**Directions for this task:**
Exactly as they stand, write out all of the entries again.
── Extracted data
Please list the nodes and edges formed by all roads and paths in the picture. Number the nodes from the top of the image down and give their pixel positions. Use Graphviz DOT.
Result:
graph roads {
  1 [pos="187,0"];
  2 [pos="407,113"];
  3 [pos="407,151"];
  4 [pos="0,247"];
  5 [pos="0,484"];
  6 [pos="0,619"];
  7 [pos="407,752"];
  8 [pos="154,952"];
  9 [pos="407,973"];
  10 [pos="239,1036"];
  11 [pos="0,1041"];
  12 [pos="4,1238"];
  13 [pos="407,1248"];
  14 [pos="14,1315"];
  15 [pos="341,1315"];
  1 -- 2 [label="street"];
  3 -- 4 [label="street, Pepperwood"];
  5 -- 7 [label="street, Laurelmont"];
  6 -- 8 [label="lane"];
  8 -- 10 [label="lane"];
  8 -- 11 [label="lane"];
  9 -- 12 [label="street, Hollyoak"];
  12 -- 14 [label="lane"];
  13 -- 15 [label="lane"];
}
────
**Reply:**
Please list the nodes and edges formed by all roads and paths in the picture. Number the nodes from the top of the image down and give their pixel positions. Use Graphviz DOT.
Result:
graph roads {
  1 [pos="187,0"];
  2 [pos="407,113"];
  3 [pos="407,151"];
  4 [pos="0,247"];
  5 [pos="0,484"];
  6 [pos="0,619"];
  7 [pos="407,752"];
  8 [pos="154,952"];
  9 [pos="407,973"];
  10 [pos="239,1036"];
  11 [pos="0,1041"];
  12 [pos="4,1238"];
  13 [pos="407,1248"];
  14 [pos="14,1315"];
  15 [pos="341,1315"];
  1 -- 2 [label="street"];
  3 -- 4 [label="street, Pepperwood"];
  5 -- 7 [label="street, Laurelmont"];
  6 -- 8 [label="lane"];
  8 -- 10 [label="lane"];
  8 -- 11 [label="lane"];
  9 -- 12 [label="street, Hollyoak"];
  12 -- 14 [label="lane"];
  13 -- 15 [label="lane"];
}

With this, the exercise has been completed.